TASK STATEMENT | Search the entries below for the string "tunnel" and copy the lines that hold it.
────
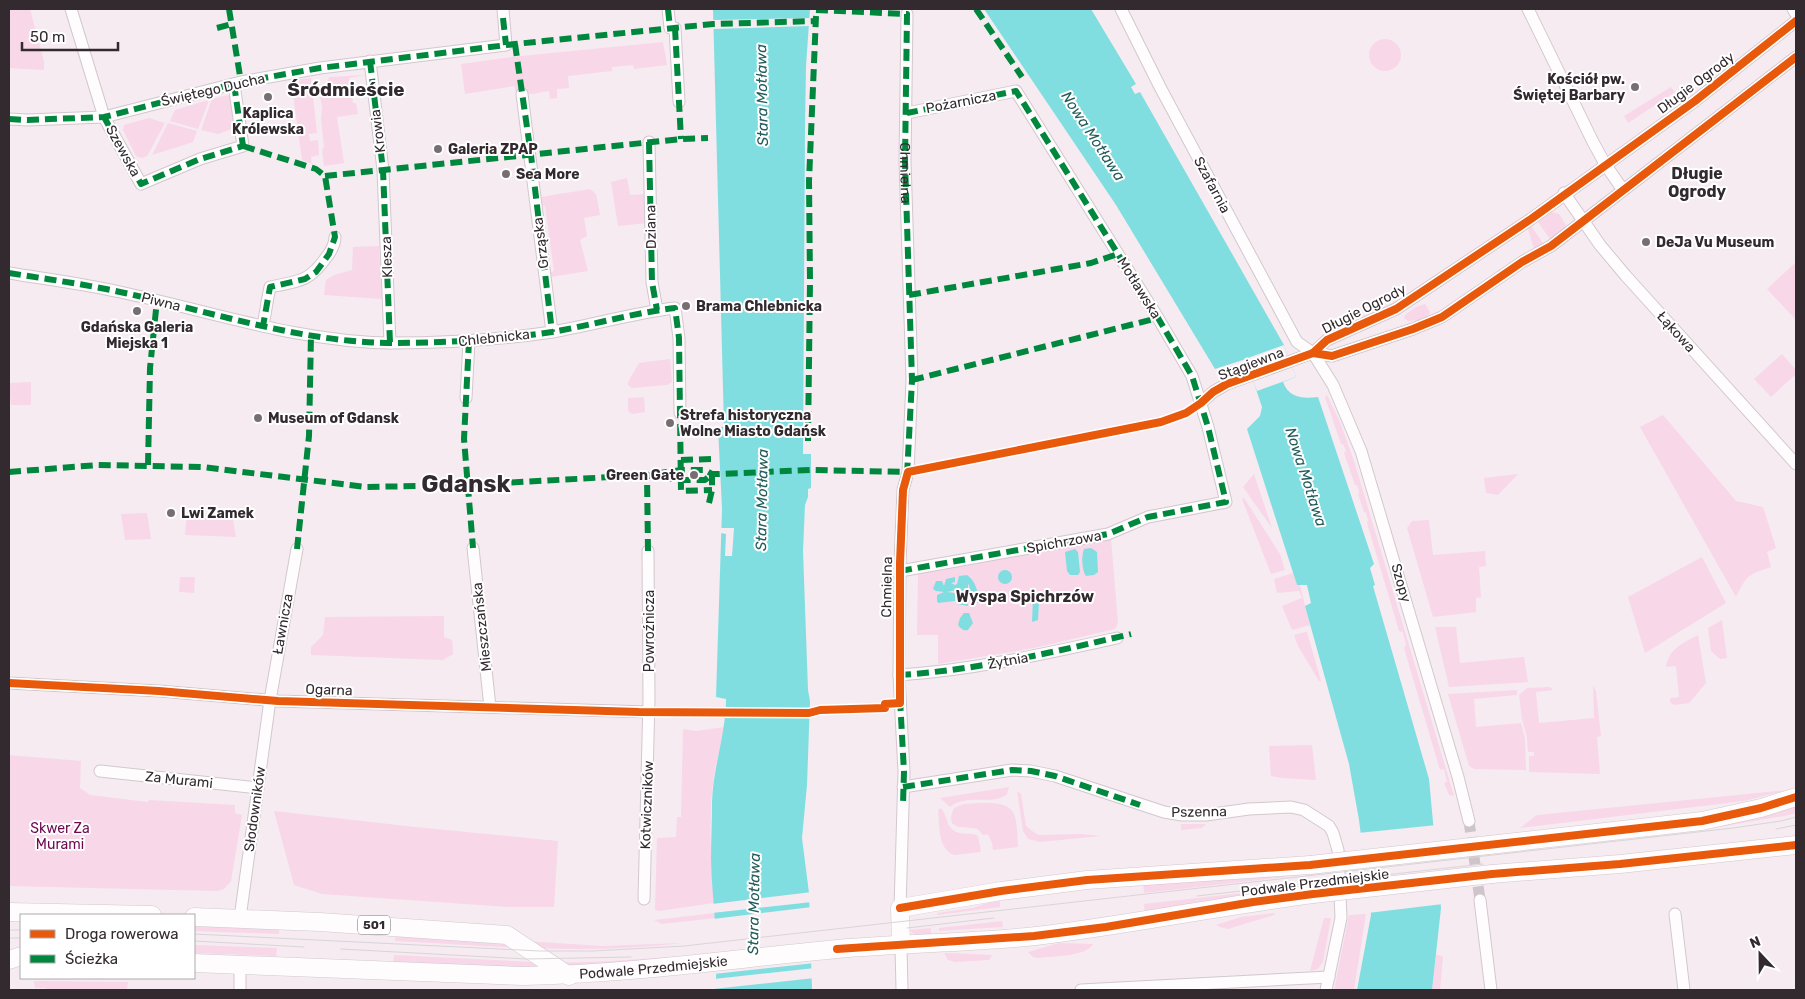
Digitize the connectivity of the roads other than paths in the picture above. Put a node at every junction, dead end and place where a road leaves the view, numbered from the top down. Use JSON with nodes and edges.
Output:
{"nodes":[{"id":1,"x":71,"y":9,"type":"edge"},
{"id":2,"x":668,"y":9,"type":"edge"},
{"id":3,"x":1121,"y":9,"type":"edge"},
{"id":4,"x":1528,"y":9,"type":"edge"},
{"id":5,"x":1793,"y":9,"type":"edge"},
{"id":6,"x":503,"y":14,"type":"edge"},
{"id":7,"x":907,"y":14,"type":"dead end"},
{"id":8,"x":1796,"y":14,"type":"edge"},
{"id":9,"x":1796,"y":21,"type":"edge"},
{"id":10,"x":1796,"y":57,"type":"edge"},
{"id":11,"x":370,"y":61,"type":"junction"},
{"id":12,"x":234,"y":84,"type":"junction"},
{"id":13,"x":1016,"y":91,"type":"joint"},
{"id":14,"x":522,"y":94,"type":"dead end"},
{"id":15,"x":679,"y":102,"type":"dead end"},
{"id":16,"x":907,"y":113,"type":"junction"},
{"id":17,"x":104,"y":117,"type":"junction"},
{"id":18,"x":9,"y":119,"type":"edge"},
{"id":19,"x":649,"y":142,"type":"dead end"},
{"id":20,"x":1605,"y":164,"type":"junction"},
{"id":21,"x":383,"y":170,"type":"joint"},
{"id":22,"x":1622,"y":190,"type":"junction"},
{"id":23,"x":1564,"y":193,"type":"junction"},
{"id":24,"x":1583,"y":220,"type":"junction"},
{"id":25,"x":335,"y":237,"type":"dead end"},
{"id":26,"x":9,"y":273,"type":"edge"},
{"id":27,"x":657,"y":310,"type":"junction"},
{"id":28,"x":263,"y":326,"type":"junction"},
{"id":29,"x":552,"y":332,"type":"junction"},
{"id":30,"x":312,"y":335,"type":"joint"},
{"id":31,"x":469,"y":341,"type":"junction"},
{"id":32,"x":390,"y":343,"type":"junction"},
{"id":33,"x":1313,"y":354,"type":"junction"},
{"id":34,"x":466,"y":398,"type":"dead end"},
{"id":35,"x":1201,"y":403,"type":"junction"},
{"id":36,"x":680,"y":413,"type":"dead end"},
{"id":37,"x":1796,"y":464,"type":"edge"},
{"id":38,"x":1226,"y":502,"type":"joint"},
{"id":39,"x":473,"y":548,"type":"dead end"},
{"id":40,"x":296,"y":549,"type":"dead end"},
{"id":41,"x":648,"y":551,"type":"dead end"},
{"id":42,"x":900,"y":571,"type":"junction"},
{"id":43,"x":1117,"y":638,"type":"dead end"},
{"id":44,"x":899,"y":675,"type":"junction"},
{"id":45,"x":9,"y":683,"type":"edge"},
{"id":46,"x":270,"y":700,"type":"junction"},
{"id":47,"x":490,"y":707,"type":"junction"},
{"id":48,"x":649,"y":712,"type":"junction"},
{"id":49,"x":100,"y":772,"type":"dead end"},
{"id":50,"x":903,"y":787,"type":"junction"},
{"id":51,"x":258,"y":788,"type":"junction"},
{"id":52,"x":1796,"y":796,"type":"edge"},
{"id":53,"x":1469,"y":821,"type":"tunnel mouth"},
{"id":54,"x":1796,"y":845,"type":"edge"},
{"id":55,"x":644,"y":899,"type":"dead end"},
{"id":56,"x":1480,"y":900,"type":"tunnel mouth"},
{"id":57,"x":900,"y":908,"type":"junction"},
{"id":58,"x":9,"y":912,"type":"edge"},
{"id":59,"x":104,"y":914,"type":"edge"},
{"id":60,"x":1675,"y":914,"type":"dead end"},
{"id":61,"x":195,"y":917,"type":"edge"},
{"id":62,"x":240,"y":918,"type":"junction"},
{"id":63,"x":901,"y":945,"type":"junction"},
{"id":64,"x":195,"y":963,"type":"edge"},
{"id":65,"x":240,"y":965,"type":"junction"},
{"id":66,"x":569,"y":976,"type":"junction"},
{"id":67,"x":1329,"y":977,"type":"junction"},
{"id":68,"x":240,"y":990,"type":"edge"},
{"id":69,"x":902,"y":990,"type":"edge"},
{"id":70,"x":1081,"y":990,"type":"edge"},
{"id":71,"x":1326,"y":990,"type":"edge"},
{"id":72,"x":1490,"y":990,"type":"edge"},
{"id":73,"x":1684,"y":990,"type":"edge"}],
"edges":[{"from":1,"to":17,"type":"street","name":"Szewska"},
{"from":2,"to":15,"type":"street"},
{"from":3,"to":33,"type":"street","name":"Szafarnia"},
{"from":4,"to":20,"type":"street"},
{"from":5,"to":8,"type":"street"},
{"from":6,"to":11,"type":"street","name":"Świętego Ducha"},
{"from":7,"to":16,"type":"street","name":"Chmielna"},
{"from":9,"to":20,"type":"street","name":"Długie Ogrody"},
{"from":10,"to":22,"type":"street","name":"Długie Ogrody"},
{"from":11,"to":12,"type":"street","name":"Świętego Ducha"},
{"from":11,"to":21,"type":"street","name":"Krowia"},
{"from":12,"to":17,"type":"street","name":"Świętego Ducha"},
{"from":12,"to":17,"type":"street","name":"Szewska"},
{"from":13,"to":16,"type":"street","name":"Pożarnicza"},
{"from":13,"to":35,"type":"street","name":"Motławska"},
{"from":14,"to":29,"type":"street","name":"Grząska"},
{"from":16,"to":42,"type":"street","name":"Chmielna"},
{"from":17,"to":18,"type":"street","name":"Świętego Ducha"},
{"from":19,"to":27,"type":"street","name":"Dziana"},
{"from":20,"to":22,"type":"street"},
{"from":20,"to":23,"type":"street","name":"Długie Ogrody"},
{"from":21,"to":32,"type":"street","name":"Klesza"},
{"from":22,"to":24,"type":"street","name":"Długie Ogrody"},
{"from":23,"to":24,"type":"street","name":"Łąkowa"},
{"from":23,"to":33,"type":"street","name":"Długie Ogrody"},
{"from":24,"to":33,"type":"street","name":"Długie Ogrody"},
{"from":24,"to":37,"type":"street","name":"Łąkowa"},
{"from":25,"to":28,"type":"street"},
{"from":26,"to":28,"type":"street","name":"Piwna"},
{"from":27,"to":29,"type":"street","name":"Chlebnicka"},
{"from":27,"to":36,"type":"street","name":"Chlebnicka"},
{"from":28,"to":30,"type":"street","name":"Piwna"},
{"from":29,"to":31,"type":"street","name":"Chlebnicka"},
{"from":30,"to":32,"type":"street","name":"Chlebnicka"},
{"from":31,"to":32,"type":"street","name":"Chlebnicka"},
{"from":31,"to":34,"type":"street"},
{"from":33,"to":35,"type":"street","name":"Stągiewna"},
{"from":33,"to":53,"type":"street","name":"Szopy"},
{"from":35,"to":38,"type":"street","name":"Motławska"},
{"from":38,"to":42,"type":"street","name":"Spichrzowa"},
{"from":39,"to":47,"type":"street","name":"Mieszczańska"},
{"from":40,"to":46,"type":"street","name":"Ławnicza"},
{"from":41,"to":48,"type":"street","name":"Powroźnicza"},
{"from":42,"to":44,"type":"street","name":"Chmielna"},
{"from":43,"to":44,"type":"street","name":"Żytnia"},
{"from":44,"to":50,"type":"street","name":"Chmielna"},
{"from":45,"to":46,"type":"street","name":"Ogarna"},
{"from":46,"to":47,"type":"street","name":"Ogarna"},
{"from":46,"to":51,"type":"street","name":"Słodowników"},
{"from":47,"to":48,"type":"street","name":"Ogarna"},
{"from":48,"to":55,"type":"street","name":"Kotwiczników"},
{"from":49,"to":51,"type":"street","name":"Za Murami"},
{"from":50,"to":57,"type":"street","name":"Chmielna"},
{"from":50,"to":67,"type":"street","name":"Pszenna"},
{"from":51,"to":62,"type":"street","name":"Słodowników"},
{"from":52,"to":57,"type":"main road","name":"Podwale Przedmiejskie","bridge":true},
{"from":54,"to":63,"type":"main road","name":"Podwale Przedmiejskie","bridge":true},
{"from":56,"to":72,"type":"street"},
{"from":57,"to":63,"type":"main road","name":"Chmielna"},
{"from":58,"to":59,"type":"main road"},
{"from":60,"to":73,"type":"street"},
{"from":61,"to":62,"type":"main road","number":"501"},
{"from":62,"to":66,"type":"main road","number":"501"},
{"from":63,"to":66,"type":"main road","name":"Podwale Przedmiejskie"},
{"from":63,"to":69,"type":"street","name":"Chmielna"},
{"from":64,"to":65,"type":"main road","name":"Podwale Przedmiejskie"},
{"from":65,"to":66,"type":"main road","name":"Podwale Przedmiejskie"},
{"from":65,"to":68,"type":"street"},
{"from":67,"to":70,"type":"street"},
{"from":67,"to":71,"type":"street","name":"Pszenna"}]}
────
EXPECTED ANSWER |
{"id":53,"x":1469,"y":821,"type":"tunnel mouth"},
{"id":56,"x":1480,"y":900,"type":"tunnel mouth"},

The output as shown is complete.